The low in-hospital fatality rate observed in both countries (1.5% in Scotland and 2.2% in Sweden) is not in line with others reported in contemporary observational studies,[11,12] and may be explained in part by the use of network organization for patients presenting with ST-segment elevation MI, with higher short-term mortality, who bypass emergency departments (0% in Sweden and 18% in Scotland). The 1-year mortality rate was 50% higher in Scotland compared with Sweden (15% and 10%, respectively), although with an inverse direction compared with the in-hospital mortality, which was higher in Sweden. The study focused on the performance of the GRACE 2.0 score as a predictive tool for patients with T1MI and T2MI. The authors claim that they have demonstrated that the GRACE 2.0 score performs well in the prediction of all-cause mortality and future cardiovascular events in patients with T1MI, although with lower discrimination in patients with T2MI. However, the most striking finding of this study is the mismatch between observed and predicted 1-year event rates, two- to three-fold higher for the former. While the GRACE 2.0 score predicted 1-year mortality rates of 4.9% and 3.8% for T1MIs in Scotland and Sweden, these rates were 15% and 10%, respectively. For T2MIs, predicted death rates were 11.2% and 7.7% and actual rates were 23% in both countries.

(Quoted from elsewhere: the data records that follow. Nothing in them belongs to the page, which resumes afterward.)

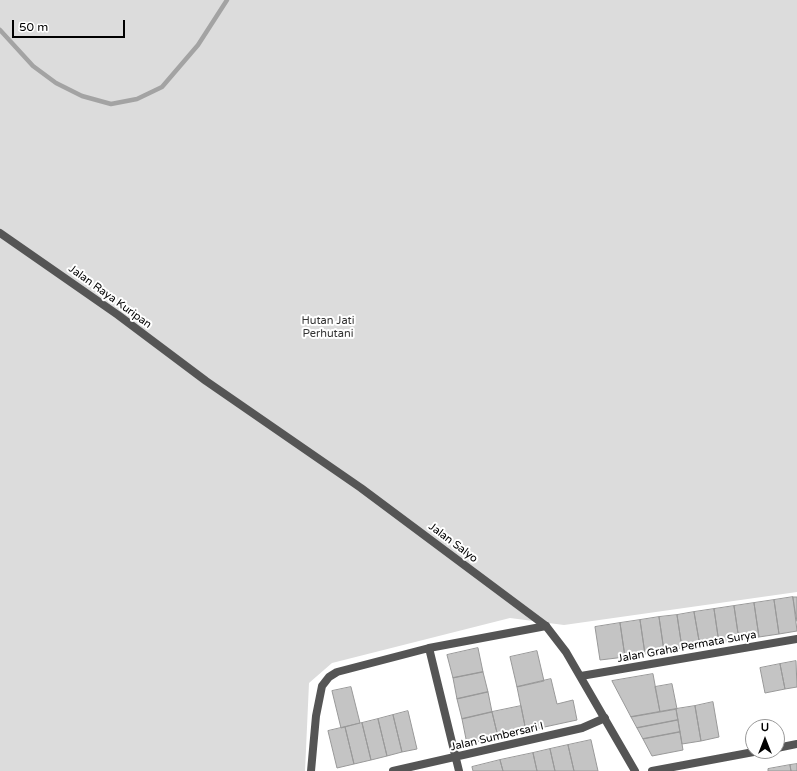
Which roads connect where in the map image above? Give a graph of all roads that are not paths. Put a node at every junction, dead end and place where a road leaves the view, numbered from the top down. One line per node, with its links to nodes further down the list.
1 (0, 233): 2 (street, Jalan Raya Kuripan)
2 (206, 381): 3 (street, Jalan Salyo)
3 (546, 626): 5 (street); 6 (street, Jalan Salyo)
4 (797, 639): 6 (street, Jalan Graha Permata Surya)
5 (429, 648): 11 (street); 12 (street)
6 (581, 676): 7 (street, Jalan Salyo)
7 (605, 718): 11 (street, Jalan Sumbersari I); 15 (street, Jalan Salyo)
8 (797, 744): 9 (street)
9 (785, 746)
10 (745, 753): 16 (street)
11 (456, 758): 13 (street, Jalan Sumbersari I); 14 (street)
12 (311, 771)
13 (393, 771)
14 (459, 771)
15 (635, 771)
16 (653, 771)

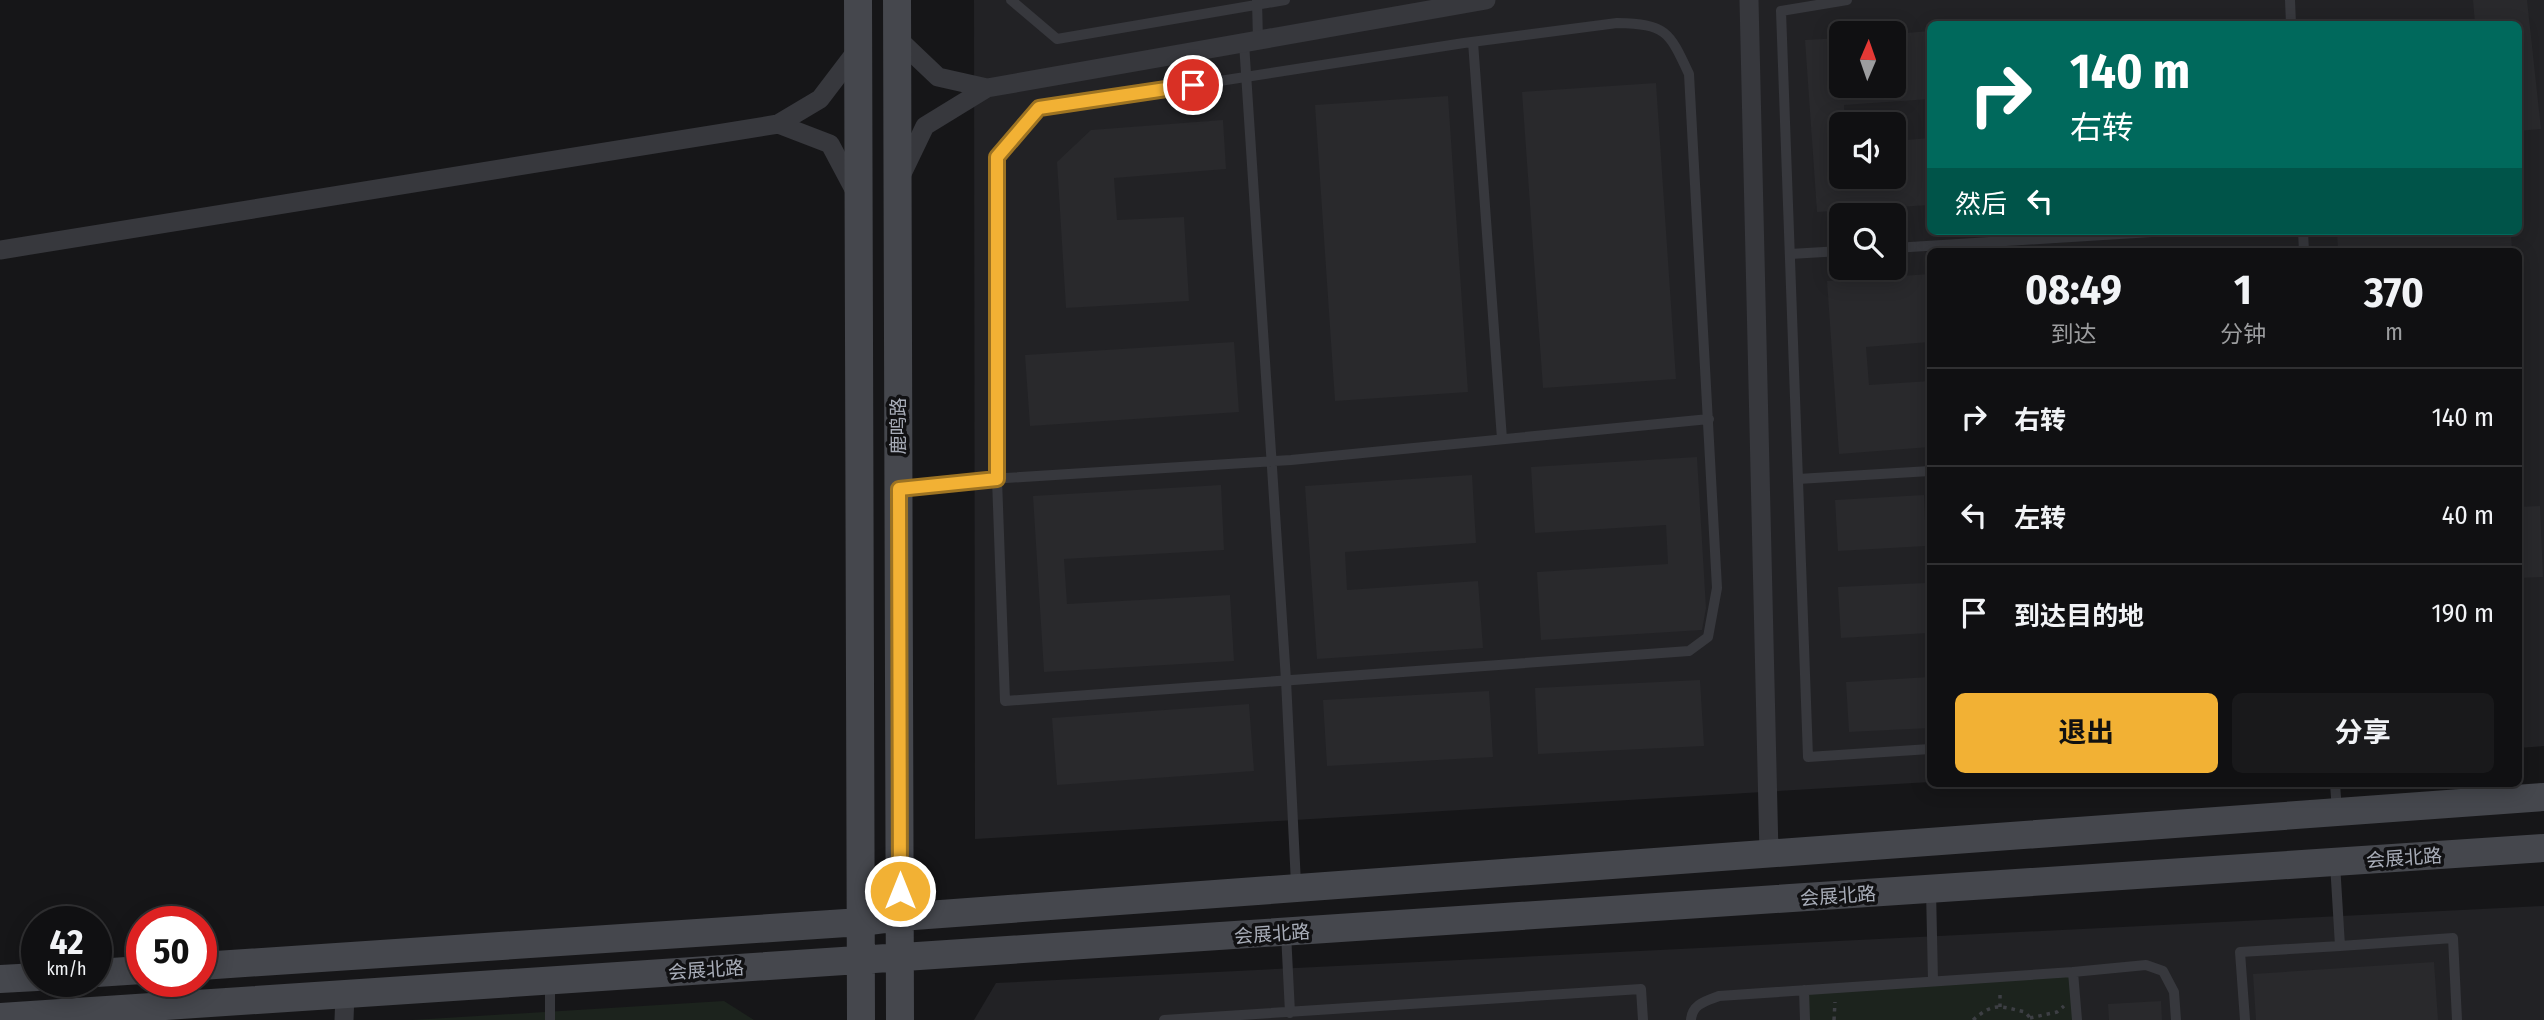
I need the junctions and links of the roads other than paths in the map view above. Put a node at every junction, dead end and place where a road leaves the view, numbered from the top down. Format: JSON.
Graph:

This study overlooks one of the relevant dimensions needed to adequately assess the model performance of a risk score (calibration) by focusing too much on the c-statistic (discrimination). Discrimination, measured as the area under the receiver-operating curve—which, for models with binary endpoints such as mortality, is equivalent to the c-statistic— is not the probability that subjects are classified correctly but the probability that for any randomly selected pair of individuals, one with and one without the outcome, the model assigns a higher probability to the individual with the outcome, i.e. how well the predictive model can rank those who will and will not present the outcome of interest.[13] In contrast, calibration measures how well predicted probabilities agree with actual observed outcomes. Both discrimination and calibration are key aspects of predictive performance of prediction models, though they differ in the way in which they are formally assessed. Whereas discrimination can be summarized in a single number, easy to interpret for clinicians with little statistical background, calibration should ideally be assessed graphically by plotting the observed outcome frequencies against the mean predicted outcome probabilities or risks, within subgroups of participants that are ranked by increasing estimated probability. The assessment of this plot might require higher methodological skills and it is therefore often supplemented with formal statistical testing for goodness of fit (Hosmer and Lemeshow test) despite their limitations for sample sizes whuch are too small or too large.[14] Unfortunately, there is a trade-off between discrimination and calibration, and models cannot be perfect in both.[13] In this study, the GRACE 2.0 performs well in terms of discrimination for the risk of 1-year mortality in patients with T1MIs but it seems poorly calibrated, with the GRACE score systematically underestimating the risk beyond death rates over ~5%, particularly in the Swedish cohort. This is relevant because, from a clinical perspective, accurately calculating the absolute risk is important to set up long-term strategies for secondary prevention and follow-up. In a way, this risk score usually provides higher probabilities for the outcome in those who are going to experience it, but this probability does not necessarily match the expected outcome rate.

In conclusion, with the 4DMI we now have better tools for the diagnosis, prognostic assessment, and risk stratification of patients with troponin elevation, suspected ACS, and myocardial infarction. However, more clinical research is warranted to validate the use of the classification provided by the 4DMI in unselected patients, to assess its accuracy and reliability, and to evaluate its clinical implications. Given the discordance between the predicted and observed mortality rates at 1 year found in the study by Hung et al.,[3] we need to wonder whether the GRACE 2.0 may need re-calibration.